NA 32 JAREN.

Lezing Bussum op 17 Januari 1916.

Met betrekking tot de paarden, kunnen wij veel minder uitvoerig zijn. Onze arbeid bepaalt zich in hoofdzaak tot locaal optreden.

In de allereerste plaatst zij vermeld dat ongeveer sedert 1864, het jaar van de oprichting der Haagsche dierenbescherming, dank zij hare tusschenkomst, het gebruik van kreupele en gewonde trekdieren in de Residentie is verboden, en dat het Hoofdbestuur die bepaling heeft weten te behouden ondanks de twijfelachtige zegeningen van het nieuwe Strafwetboek. Gelukkig, want dank zij die bepaling, treedt de politie krachtig tegen dat euvel op. Verder dient vermeld onze strijd tegen de Haagsche tramwegmaatschappij wegens de overlading der rijtuigen, het gebruiken van afgematte paarden en de ontstentenis van stopplaatsen. Later ondervonden wij steun van vereenigingen voor gemeentebelangen en dank zij aller optreden werd aan onze wenschen voldaan, zoodat de paarden, alvorens zij vervangen werden door electrische motoren, nog eenige jaren verlichting in hun tot dusver treurig lot hebben ondervonden.

Wijders mag ook worden vermeld dat, mede naar aanleiding onzer rekesten, allerwege drinkfonteinen in de Residentie zijn aangebracht, terwijl wij ook elders aan de oprichting van zulke drinkgelegenheden hebben medegewerkt.

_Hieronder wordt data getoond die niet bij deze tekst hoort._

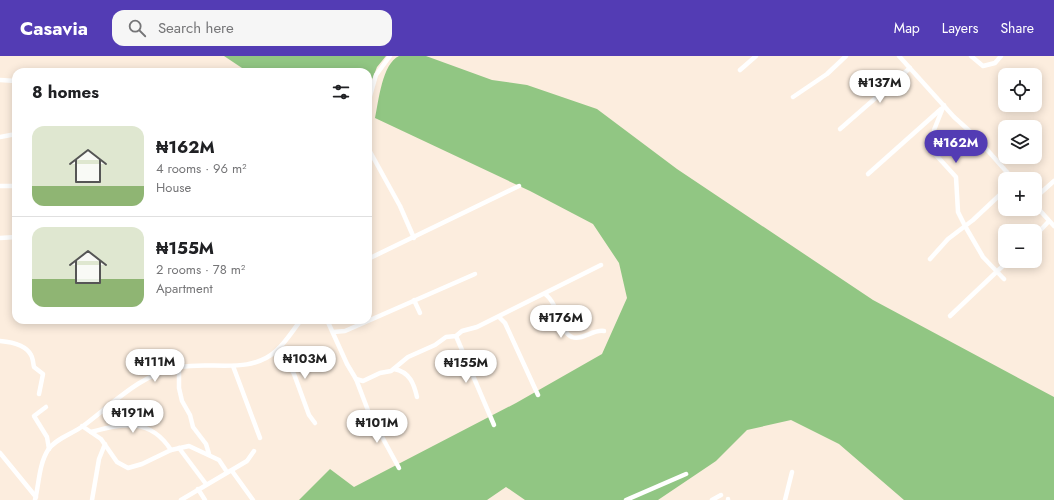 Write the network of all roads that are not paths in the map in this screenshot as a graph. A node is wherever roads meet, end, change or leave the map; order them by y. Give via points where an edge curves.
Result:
1 (390, 56) edge
2 (756, 56) edge
3 (846, 56) edge
4 (899, 56) edge
5 (971, 56) edge
6 (1001, 56) edge
7 (910, 68) junction
8 (740, 70) dead end
9 (0, 80) edge
10 (12, 81) edge
11 (372, 89) edge
12 (793, 97) dead end
13 (943, 107) junction
14 (840, 129) dead end
15 (12, 134) edge
16 (0, 136) edge
17 (372, 155) edge
18 (1007, 172) edge
19 (868, 174) dead end
20 (1054, 181) edge
21 (0, 186) edge
22 (12, 186) edge
23 (519, 186) dead end
24 (1042, 192) edge
25 (998, 196) edge
26 (1042, 213) edge
27 (1049, 221) junction
28 (964, 226) junction
29 (1054, 226) edge
30 (1042, 228) edge
31 (12, 237) edge
32 (0, 238) edge
33 (414, 238) junction
34 (372, 258) edge
35 (930, 259) dead end
36 (601, 265) dead end
37 (1001, 268) edge
38 (998, 271) junction
39 (475, 274) dead end
40 (1004, 279) dead end
41 (545, 294) junction
42 (414, 300) junction
43 (420, 313) dead end
44 (950, 316) dead end
45 (499, 317) junction
46 (372, 319) edge
47 (298, 324) edge
48 (330, 324) edge
49 (361, 324) edge
50 (604, 331) dead end
51 (333, 332) junction
52 (456, 336) junction
53 (0, 341) edge
54 (279, 348) junction
55 (233, 366) junction
56 (179, 367) junction
57 (394, 369) junction
58 (356, 379) junction
59 (39, 394) dead end
60 (538, 395) dead end
61 (417, 397) dead end
62 (46, 407) dead end
63 (315, 423) dead end
64 (494, 425) dead end
65 (82, 426) junction
66 (92, 432) junction
67 (260, 438) dead end
68 (105, 444) junction
69 (179, 448) junction
70 (49, 449) junction
71 (171, 450) junction
72 (254, 451) dead end
73 (0, 453) edge
74 (209, 454) junction
75 (399, 468) dead end
76 (230, 471) junction
77 (792, 472) dead end
78 (686, 474) dead end
79 (206, 484) junction
80 (198, 489) junction
81 (721, 495) dead end
82 (35, 499) edge
83 (92, 500) edge
84 (181, 500) edge
85 (205, 500) edge
86 (253, 500) edge
87 (626, 500) edge
88 (712, 500) edge
89 (785, 500) edge

1 - 11 street via 376,75
2 - 8 street
3 - 12 street via 827,74
4 - 7 street
5 - 6 street via 983,66 996,63
7 - 13 street
7 - 14 street
9 - 10 street
13 - 18 street via 974,135
13 - 19 street
13 - 28 street via 934,130 932,148 936,156 956,177 958,212
15 - 16 street
17 - 33 street
20 - 24 street
21 - 22 street
23 - 33 street
25 - 28 street
26 - 27 street
27 - 29 street
27 - 30 street
28 - 35 street
28 - 38 street via 983,257
31 - 32 street
33 - 34 street
36 - 41 street
37 - 38 street
38 - 40 street
38 - 44 street
39 - 42 street
41 - 45 street
41 - 50 street via 551,298 558,311 565,332 572,337 579,338 597,330
42 - 43 street
42 - 46 street
45 - 52 street via 477,328 460,332
45 - 60 street via 505,323
47 - 54 street
48 - 51 street
49 - 51 street via 345,331
51 - 58 street
52 - 57 street via 446,337 418,351
52 - 64 street
53 - 59 street via 16,344 32,356 34,367 43,374
54 - 55 street via 258,362
54 - 63 street via 294,374
55 - 56 street
55 - 67 street
56 - 65 street via 150,376
56 - 74 street via 182,401 193,427 206,444
57 - 58 street via 363,380
57 - 61 street via 412,380
58 - 75 street via 369,413
62 - 70 street via 34,416 47,437
65 - 66 street
65 - 70 street
66 - 68 street
66 - 71 street via 140,426 157,433
68 - 71 street via 117,462 128,468
68 - 83 street via 99,457
69 - 71 street
69 - 74 street via 191,446
69 - 79 street
70 - 82 street via 43,463
72 - 76 street via 247,461
73 - 82 street
74 - 76 street
76 - 79 street
76 - 86 street
77 - 89 street
78 - 87 street
79 - 80 street
80 - 84 street
80 - 85 street
81 - 88 street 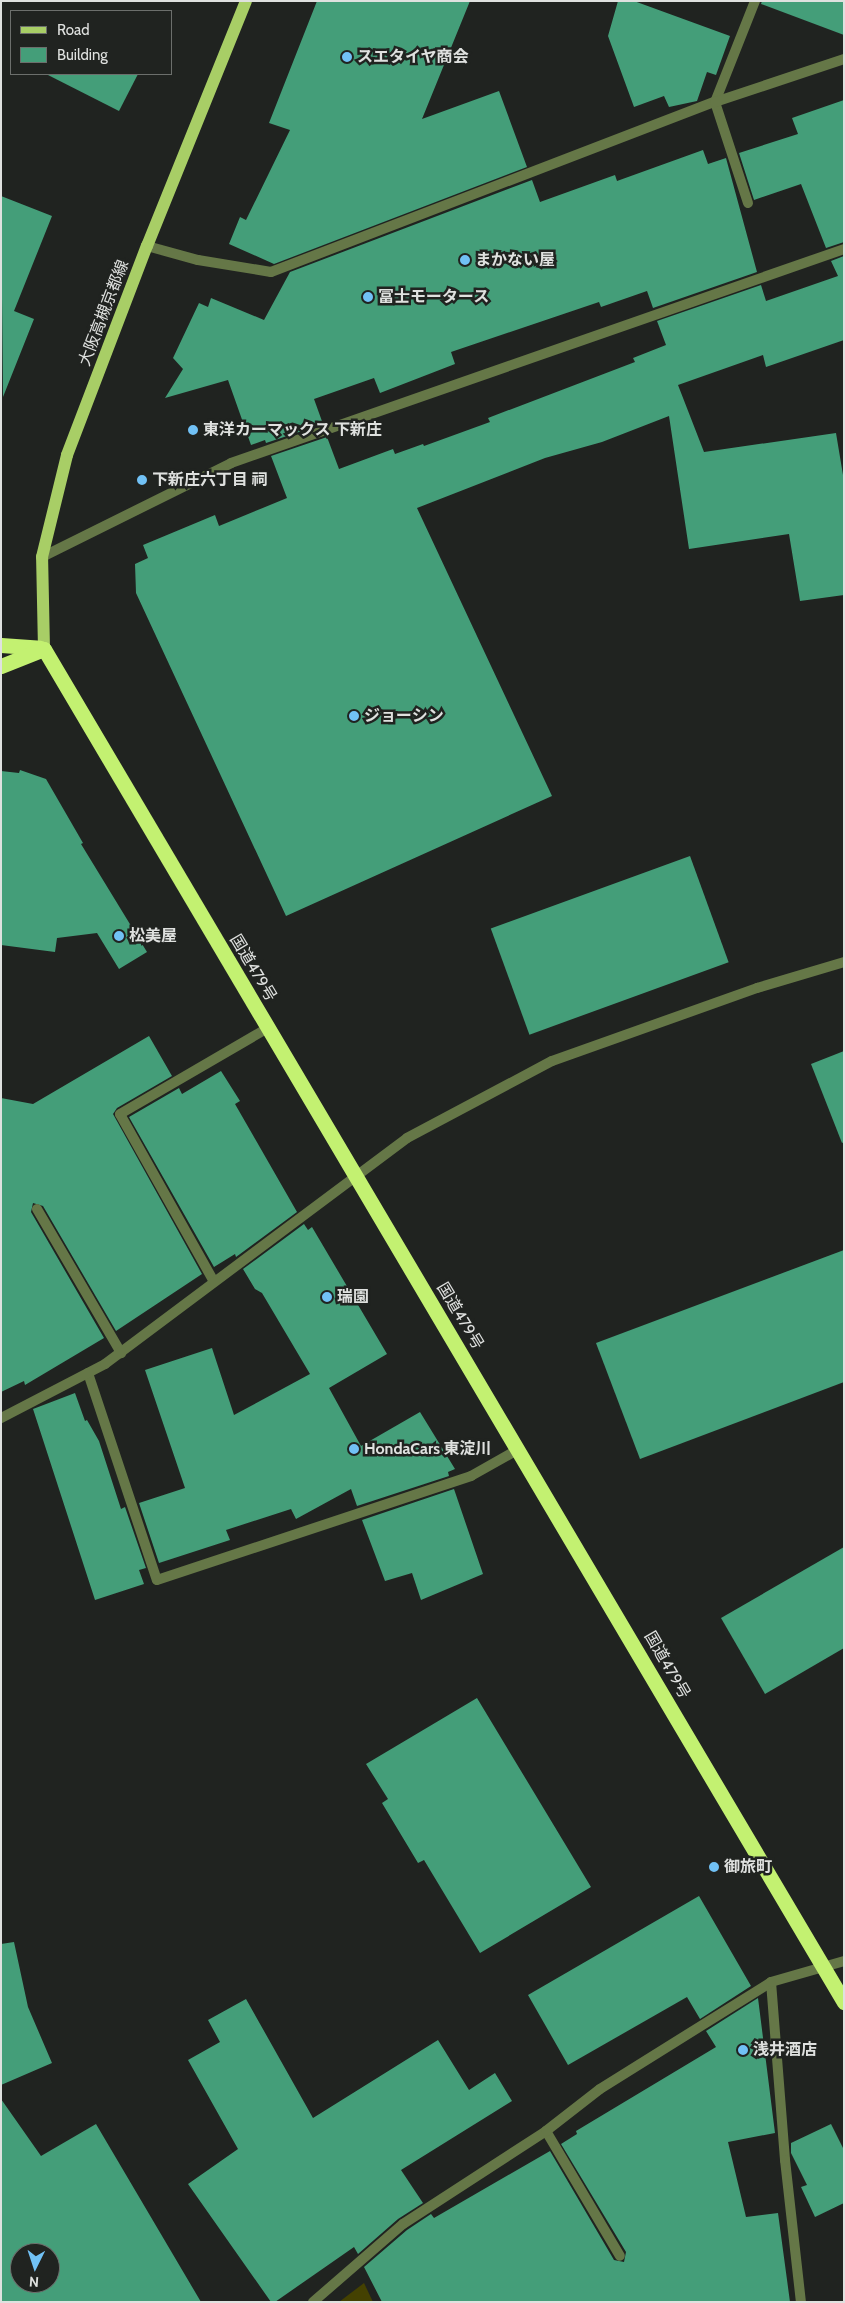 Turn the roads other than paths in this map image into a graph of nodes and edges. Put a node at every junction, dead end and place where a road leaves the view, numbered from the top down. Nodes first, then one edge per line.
1 (246, 1) edge
2 (755, 1) edge
3 (844, 59) edge
4 (715, 102) junction
5 (748, 203) dead end
6 (147, 246) junction
7 (844, 248) edge
8 (42, 557) junction
9 (1, 645) edge
10 (44, 649) junction
11 (1, 666) edge
12 (844, 962) edge
13 (268, 1028) junction
14 (356, 1176) junction
15 (37, 1209) dead end
16 (213, 1280) junction
17 (121, 1354) junction
18 (88, 1374) junction
19 (1, 1418) edge
20 (519, 1449) junction
21 (844, 1961) edge
22 (822, 1967) junction
23 (772, 1982) junction
24 (844, 2002) edge
25 (546, 2131) junction
26 (620, 2256) dead end
27 (313, 2302) edge
28 (801, 2302) edge

1 - 6 main road, 大阪高槻京都線
2 - 4 street
3 - 4 street
4 - 5 street
4 - 6 street
6 - 8 main road, 大阪高槻京都線
7 - 8 street
8 - 10 main road, 大阪高槻京都線
9 - 10 highway
10 - 11 highway
10 - 13 highway, 国道479号
12 - 14 street
13 - 14 highway, 国道479号
13 - 16 street
14 - 16 street
14 - 20 highway, 国道479号
15 - 17 street
16 - 17 street
17 - 18 street
18 - 19 street
18 - 20 street
20 - 22 highway, 国道479号
21 - 22 street
22 - 23 street
22 - 24 highway, 国道479号
23 - 25 street
23 - 28 street
25 - 26 street
25 - 27 street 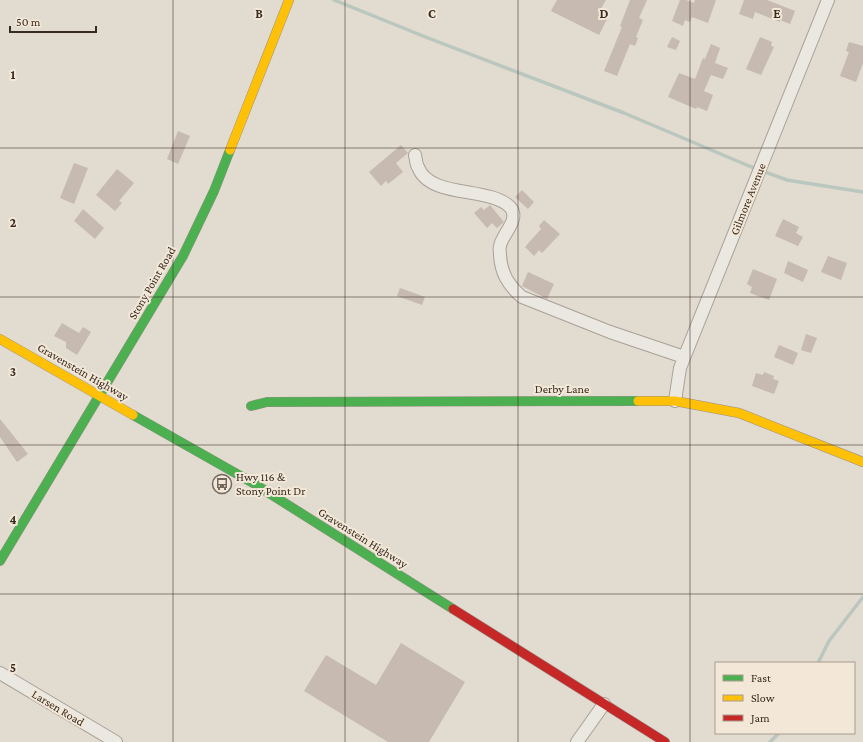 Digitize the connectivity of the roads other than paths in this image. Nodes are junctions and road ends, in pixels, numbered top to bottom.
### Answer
1 (289, 0) edge
2 (828, 0) edge
3 (415, 155) dead end
4 (0, 339) edge
5 (684, 357) junction
6 (100, 395) junction
7 (675, 401) junction
8 (250, 406) dead end
9 (863, 462) edge
10 (0, 560) edge
11 (0, 673) edge
12 (604, 704) junction
13 (116, 742) edge
14 (577, 742) edge
15 (665, 742) edge

1 - 6 main road, Stony Point Road
2 - 5 street, Gilmore Avenue
3 - 5 street
4 - 6 main road, Gravenstein Highway
5 - 7 street, Gilmore Avenue
6 - 10 main road, Stony Point Road
6 - 12 main road, Gravenstein Highway
7 - 8 main road, Derby Lane
7 - 9 main road, Derby Lane
11 - 13 street, Larsen Road
12 - 14 street
12 - 15 main road, Gravenstein Highway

Maar ook buiten 's-Gravenhage mochten wij werkzaam zijn. Zoo werd reeds in 1887 — naar aanleiding van een onzerzijds tot den Minister van Binnenlandsche Zaken gericht verzoekschrift — gelegenheid gegeven om aan de Veeartsenijschool en in garnizoensplaatsen onderwijs te verkrijgen in het hoefbeslag. Wij loofden herhaaldelijk prijzen uit op wedstrijden in het hoefbeslag, die met goeden uitslag werden bekroond.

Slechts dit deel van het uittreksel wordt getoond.